PROVIDED MATERIAL
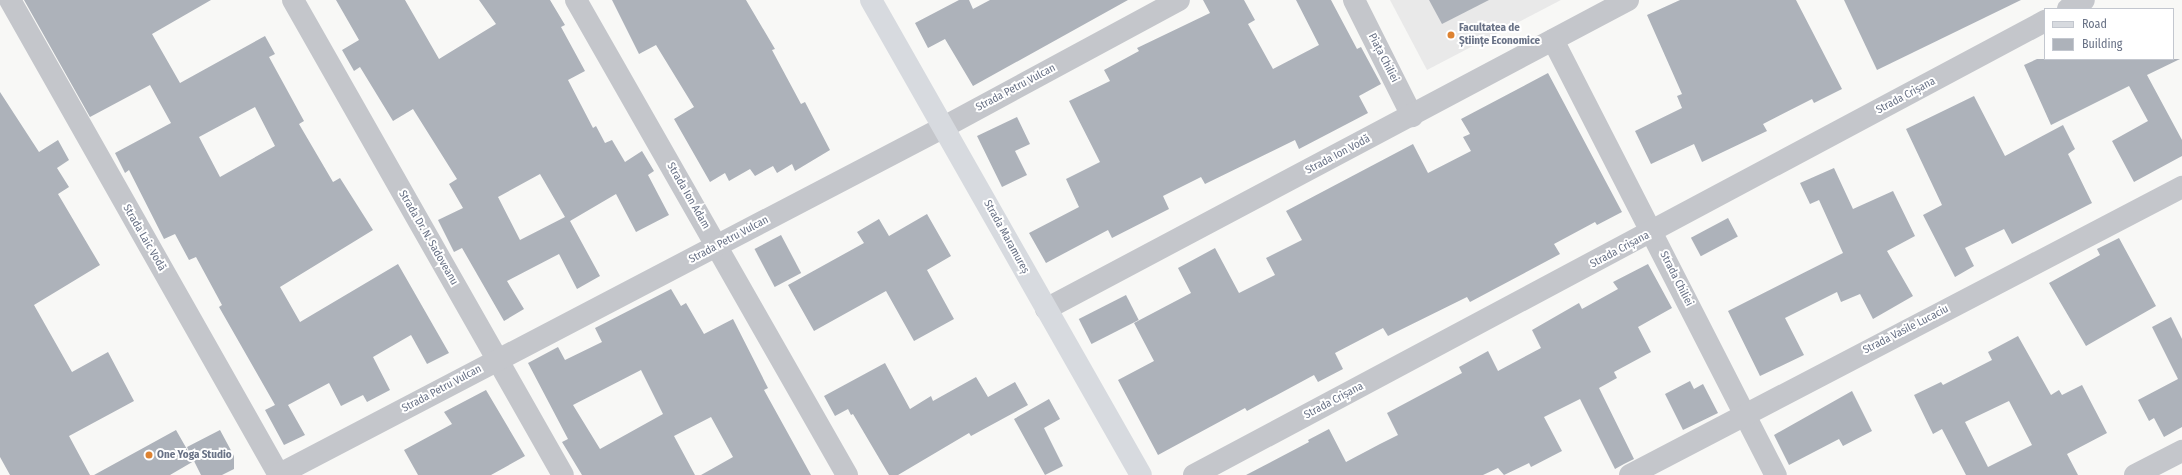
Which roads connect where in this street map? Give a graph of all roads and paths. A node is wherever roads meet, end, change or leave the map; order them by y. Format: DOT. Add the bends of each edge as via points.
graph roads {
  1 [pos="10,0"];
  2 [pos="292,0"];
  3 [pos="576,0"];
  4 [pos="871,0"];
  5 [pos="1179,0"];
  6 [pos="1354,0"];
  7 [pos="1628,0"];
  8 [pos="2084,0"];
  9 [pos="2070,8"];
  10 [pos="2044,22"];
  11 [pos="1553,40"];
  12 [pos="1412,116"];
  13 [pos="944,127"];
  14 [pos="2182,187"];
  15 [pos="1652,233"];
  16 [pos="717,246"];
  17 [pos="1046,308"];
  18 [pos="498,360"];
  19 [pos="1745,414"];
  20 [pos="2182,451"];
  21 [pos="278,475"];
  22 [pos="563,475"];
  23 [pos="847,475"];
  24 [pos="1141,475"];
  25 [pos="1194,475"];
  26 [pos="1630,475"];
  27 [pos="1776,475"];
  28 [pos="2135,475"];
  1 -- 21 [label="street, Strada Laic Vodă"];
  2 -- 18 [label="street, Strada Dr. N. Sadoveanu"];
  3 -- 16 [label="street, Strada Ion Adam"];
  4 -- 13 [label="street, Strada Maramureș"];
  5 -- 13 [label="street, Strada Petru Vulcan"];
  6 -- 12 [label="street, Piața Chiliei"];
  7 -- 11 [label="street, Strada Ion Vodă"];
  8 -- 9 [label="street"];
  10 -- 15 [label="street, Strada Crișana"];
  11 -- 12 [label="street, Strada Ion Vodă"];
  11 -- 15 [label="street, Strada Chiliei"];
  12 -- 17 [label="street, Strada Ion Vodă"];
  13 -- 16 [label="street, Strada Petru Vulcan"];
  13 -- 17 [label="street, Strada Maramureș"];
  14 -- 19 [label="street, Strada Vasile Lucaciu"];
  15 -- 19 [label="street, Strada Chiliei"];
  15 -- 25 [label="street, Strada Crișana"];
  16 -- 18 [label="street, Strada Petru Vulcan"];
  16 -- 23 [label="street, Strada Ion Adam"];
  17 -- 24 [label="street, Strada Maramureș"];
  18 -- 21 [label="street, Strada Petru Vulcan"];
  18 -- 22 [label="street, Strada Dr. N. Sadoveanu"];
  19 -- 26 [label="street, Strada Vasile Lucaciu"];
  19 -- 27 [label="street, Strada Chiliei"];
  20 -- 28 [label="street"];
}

EXERCISE INSTRUCTIONS
Give back the material word for word and drop the pictures it holds.

WRITTEN REPLY
Which roads connect where in this street map? Give a graph of all roads and paths. A node is wherever roads meet, end, change or leave the map; order them by y. Format: DOT. Add the bends of each edge as via points.
graph roads {
  1 [pos="10,0"];
  2 [pos="292,0"];
  3 [pos="576,0"];
  4 [pos="871,0"];
  5 [pos="1179,0"];
  6 [pos="1354,0"];
  7 [pos="1628,0"];
  8 [pos="2084,0"];
  9 [pos="2070,8"];
  10 [pos="2044,22"];
  11 [pos="1553,40"];
  12 [pos="1412,116"];
  13 [pos="944,127"];
  14 [pos="2182,187"];
  15 [pos="1652,233"];
  16 [pos="717,246"];
  17 [pos="1046,308"];
  18 [pos="498,360"];
  19 [pos="1745,414"];
  20 [pos="2182,451"];
  21 [pos="278,475"];
  22 [pos="563,475"];
  23 [pos="847,475"];
  24 [pos="1141,475"];
  25 [pos="1194,475"];
  26 [pos="1630,475"];
  27 [pos="1776,475"];
  28 [pos="2135,475"];
  1 -- 21 [label="street, Strada Laic Vodă"];
  2 -- 18 [label="street, Strada Dr. N. Sadoveanu"];
  3 -- 16 [label="street, Strada Ion Adam"];
  4 -- 13 [label="street, Strada Maramureș"];
  5 -- 13 [label="street, Strada Petru Vulcan"];
  6 -- 12 [label="street, Piața Chiliei"];
  7 -- 11 [label="street, Strada Ion Vodă"];
  8 -- 9 [label="street"];
  10 -- 15 [label="street, Strada Crișana"];
  11 -- 12 [label="street, Strada Ion Vodă"];
  11 -- 15 [label="street, Strada Chiliei"];
  12 -- 17 [label="street, Strada Ion Vodă"];
  13 -- 16 [label="street, Strada Petru Vulcan"];
  13 -- 17 [label="street, Strada Maramureș"];
  14 -- 19 [label="street, Strada Vasile Lucaciu"];
  15 -- 19 [label="street, Strada Chiliei"];
  15 -- 25 [label="street, Strada Crișana"];
  16 -- 18 [label="street, Strada Petru Vulcan"];
  16 -- 23 [label="street, Strada Ion Adam"];
  17 -- 24 [label="street, Strada Maramureș"];
  18 -- 21 [label="street, Strada Petru Vulcan"];
  18 -- 22 [label="street, Strada Dr. N. Sadoveanu"];
  19 -- 26 [label="street, Strada Vasile Lucaciu"];
  19 -- 27 [label="street, Strada Chiliei"];
  20 -- 28 [label="street"];
}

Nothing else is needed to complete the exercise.